No, it is not the “Bible of the Muslims”. While the Qur’an fulfills many of the functions in the lives of Muslims which the Bible does in the lives of Christians, it really represents to Muslims what Jesus Christ represents for devout Christians or the pre-existent Torah, the eternal law of God, for Jews. Similarly, the history of theological controversy around the nature of the Qur’an in early Islam, until “orthodoxy” finally “settled” on what is “true dogma”, is not unlike the early controversies in the Christian world about the nature of Jesus Christ and his relationship to the Father, which was finally settled — not that there was anything “final” about it nor “settled” — by the Council of Nicaea in 325 CE. [...]
For Muslims the Qur’an is alive and has a quasi-human personality. I have come across friends in India who do not change in their bedrooms in deference to and respect for the fact that “there is a copy of the Qur’an on the top shelf”. The Qur’an, Muslims believe, watches over us and will intercede with God for us on the Day of Judgment... [emphasis added]
Although this too is somewhat inaccurate, it’s at least a bit better to think of the Qur’an as closer to the equivalent of Jesus Christ for Muslims rather than the equivalent of the Bible for Muslims. The Qur’an, after all, is the word of God made manifest — not unlike how Jesus is supposed to be the word of God made flesh. How would Christians react if their captors mistreated images of Jesus in front of them? Or, more to the point, how would they react if their captors actually had Jesus and mistreated him in order to psychologically break down Christian prisoners?

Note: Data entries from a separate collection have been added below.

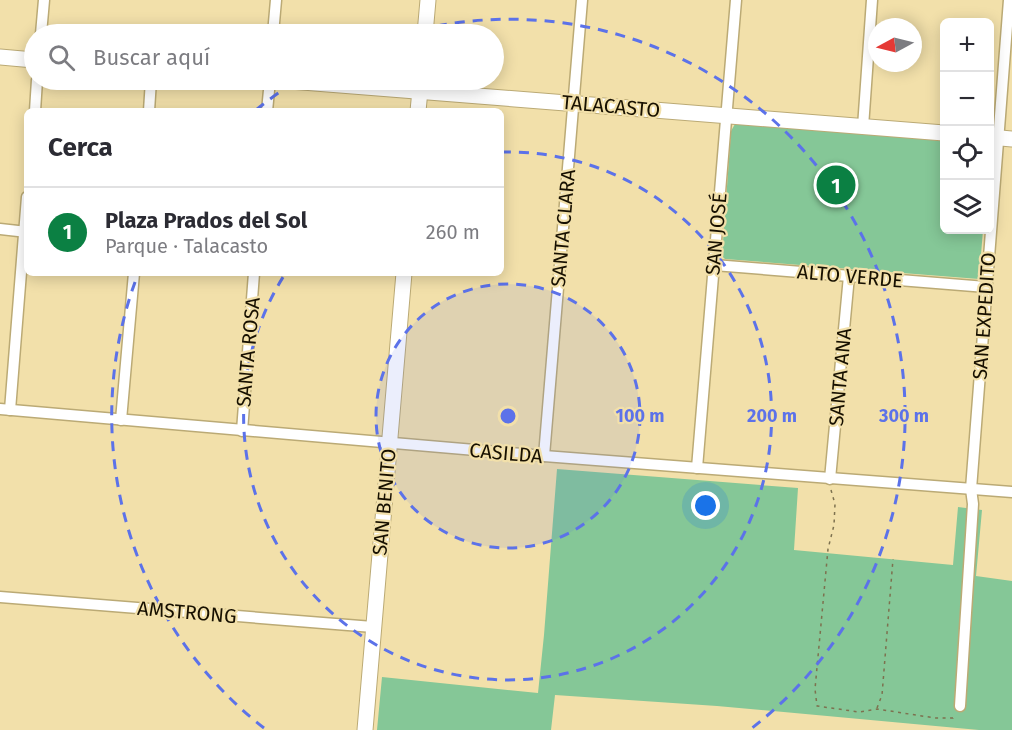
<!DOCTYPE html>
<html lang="es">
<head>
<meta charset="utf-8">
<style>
  body { margin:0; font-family:"Fira Sans",sans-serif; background:#f7f7f7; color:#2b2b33 }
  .controls { position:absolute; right:18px; top:18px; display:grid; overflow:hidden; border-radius:9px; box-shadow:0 3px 15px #0003 }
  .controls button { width:54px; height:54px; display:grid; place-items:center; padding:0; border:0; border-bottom:2px solid #e1e1e2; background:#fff; color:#2b2b33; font:30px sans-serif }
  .compass { position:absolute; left:868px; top:18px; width:54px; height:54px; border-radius:50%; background:#fff; box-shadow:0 3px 15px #0003; rotate:263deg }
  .you { position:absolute; left:706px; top:506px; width:21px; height:21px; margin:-15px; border:4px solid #fff; border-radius:50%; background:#1a73e8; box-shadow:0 0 0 9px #1a73e833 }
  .badge { display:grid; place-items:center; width:39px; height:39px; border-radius:50%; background:#0b8043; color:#fff; font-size:20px; font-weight:700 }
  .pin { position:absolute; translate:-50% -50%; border:3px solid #fff; box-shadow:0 2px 6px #0006 }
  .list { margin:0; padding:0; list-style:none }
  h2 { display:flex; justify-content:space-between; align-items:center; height:78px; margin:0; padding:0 24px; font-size:26px }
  h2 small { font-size:20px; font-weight:400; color:#7c7c81 }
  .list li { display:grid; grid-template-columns:39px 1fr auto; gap:18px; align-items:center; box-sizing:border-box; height:90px; padding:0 24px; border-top:2px solid #e1e1e2 }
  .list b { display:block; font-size:22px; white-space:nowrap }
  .list p { margin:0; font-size:20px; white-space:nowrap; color:#7c7c81 }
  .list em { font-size:20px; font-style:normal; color:#7c7c81 }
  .icon { flex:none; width:33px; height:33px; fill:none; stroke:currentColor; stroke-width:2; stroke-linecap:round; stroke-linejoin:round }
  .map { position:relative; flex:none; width:1012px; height:730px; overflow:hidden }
  .search { position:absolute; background:#fff; box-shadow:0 3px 15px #0003; left:24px; top:24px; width:480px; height:66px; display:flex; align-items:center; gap:15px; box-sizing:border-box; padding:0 21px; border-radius:33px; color:#7c7c81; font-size:22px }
  .panel { position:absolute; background:#fff; box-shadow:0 3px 15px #0003; left:24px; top:108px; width:480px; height:168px; border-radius:9px }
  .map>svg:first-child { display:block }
  .green { fill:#85c797 }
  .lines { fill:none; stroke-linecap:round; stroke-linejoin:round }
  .street-casing { stroke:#bbaa75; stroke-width:13 }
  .secondary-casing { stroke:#bbaa75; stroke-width:17 }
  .path { stroke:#7d714f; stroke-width:1.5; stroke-dasharray:3 4.5; stroke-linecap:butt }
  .street { stroke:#fff; stroke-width:10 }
  .secondary { stroke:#fff; stroke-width:15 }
  .ring { fill:none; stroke:#5c72e9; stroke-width:3; stroke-dasharray:10 8 }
  .labels { text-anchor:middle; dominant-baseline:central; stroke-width:4.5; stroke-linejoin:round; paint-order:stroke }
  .street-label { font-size:20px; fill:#171000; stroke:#f2e0aa }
  .centre { fill:#5c72e9; stroke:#f2e0aa; stroke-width:3 }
  .ring-label { font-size:18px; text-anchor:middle; font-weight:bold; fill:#5c72e9; stroke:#f2e0aa; stroke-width:4.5; stroke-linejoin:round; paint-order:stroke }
</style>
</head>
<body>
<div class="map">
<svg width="1012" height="730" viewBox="0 0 1012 730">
  <rect width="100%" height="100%" fill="#f2e0aa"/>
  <g class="green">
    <polygon points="740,123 944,141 944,230 983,230 979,279 725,259 722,256 731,131 735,124"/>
    <polygon points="557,469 798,488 794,550 953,565 958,507 982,510 976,576 1012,581 1012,730 979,730 717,706 555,695 551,730 377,730 382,677 538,693 544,635"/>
  </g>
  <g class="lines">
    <defs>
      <g id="street">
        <polyline points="41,34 44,0"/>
        <polyline points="273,34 276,0"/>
        <polyline points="35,111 37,80"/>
        <polyline points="149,111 151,80"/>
        <polyline points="267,111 270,80"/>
        <polyline points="863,127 872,0"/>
        <polyline points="0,229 27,232"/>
        <polyline points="714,265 986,287"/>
        <polyline points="0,409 544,456 1012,492"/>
        <polyline points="10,410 27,197"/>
        <polyline points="121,420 134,273"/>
        <polyline points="242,431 254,273"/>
        <polyline points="544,456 582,0"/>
        <polyline points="697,468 736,0"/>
        <polyline points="830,479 849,276"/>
        <polyline points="0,597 373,627"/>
        <polyline points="960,706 973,504 971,489 1009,0"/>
      </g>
      <g id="secondary">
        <polyline points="425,34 428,0"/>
        <polyline points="0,57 34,60"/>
        <polyline points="277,80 944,133"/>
        <polyline points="418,111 421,80"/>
        <polyline points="990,137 1012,139"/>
        <polyline points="365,730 404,273"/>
      </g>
    </defs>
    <use href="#street" class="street-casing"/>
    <use href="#secondary" class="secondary-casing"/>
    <g class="path">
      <polyline points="831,490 835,504 834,525 828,549 815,689 817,706 859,712 877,709 935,718 953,718 955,715"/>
      <polyline points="877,708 882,695 893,559"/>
    </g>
    <use href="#street" class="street"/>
    <use href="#secondary" class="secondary"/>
  </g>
  <circle cx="508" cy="416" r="132" fill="#5c72e9" fill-opacity=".12"/>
  <g class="ring">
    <circle cx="508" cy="416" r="132"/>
    <path d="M501 152A264 264 0 1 1 285 274"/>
    <path d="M264 728A396 396 0 0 1 138 274M256 110A396 396 0 0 1 298 80M402 34A396 396 0 0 1 752 728"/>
  </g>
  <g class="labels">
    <g class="street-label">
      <text transform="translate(611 106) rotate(5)">TALACASTO</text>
      <text transform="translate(563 228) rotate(-85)">SANTA CLARA</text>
      <text transform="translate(716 234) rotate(-85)">SAN JOSÉ</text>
      <text transform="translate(850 276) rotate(5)">ALTO VERDE</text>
      <text transform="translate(984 316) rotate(-86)">SAN EXPEDITO</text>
      <text transform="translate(248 352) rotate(-85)">SANTA ROSA</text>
      <text transform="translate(840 377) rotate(-85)">SANTA ANA</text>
      <text transform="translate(506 453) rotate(5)">CASILDA</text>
      <text transform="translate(384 502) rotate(-85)">SAN BENITO</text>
      <text transform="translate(187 612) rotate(5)">AMSTRONG</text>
    </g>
  </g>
  <circle cx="508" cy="416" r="9" class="centre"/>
  <g class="ring-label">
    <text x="640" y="422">100 m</text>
    <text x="772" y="422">200 m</text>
    <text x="904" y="422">300 m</text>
  </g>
</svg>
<div class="controls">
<button>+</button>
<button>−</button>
<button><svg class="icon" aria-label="locate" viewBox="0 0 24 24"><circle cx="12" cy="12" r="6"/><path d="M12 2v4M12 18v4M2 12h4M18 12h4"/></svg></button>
<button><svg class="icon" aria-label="layers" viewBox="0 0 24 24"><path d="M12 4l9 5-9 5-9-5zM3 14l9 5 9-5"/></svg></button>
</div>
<svg class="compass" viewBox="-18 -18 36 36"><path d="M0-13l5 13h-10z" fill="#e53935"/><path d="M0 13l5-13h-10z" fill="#7c7c81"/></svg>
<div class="you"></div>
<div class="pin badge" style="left:836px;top:185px">1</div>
<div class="search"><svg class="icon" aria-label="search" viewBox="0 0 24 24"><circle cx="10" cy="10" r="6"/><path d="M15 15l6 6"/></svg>Buscar aquí</div>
<section class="panel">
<h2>Cerca<small></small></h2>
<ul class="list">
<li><span class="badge">1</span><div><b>Plaza Prados del Sol</b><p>Parque · Talacasto</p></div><em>260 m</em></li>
</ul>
</section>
</div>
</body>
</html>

Somehow, I doubt that Americans would react the same way as they did to reports of mistreatment of the Qur’an. Muslim beliefs about the Qur’an may appear superstitious to some, but they are certainly no more superstitious than how many Christians treat images of saints or crucifixes. I’ll bet if I went into the prison cell of a Catholic prisoner, tore a crucifix off the wall, threw it to the ground, spit on it, and stomped on it, I’d elicit some very harsh reactions — and not simply because I’m damaging someone’s property. Would it be OK if the crucifix were provided by the government and I were a government employee?
What’s worse about all this is not simply that Americans misunderstood, but that they didn’t even seem to care about what was going on. They greeted the reports of Muslim reactions with derision when they should have assumed that there must be something going on about Islam that they didn’t know and then tried to figure it out. The media certainly didn’t do its job by reporting on why Muslims would react so strongly. Why didn’t people care? Is it because it genuinely doesn’t matter to them why Muslims are harmed, just so long as nothing like this happens to Christians in America?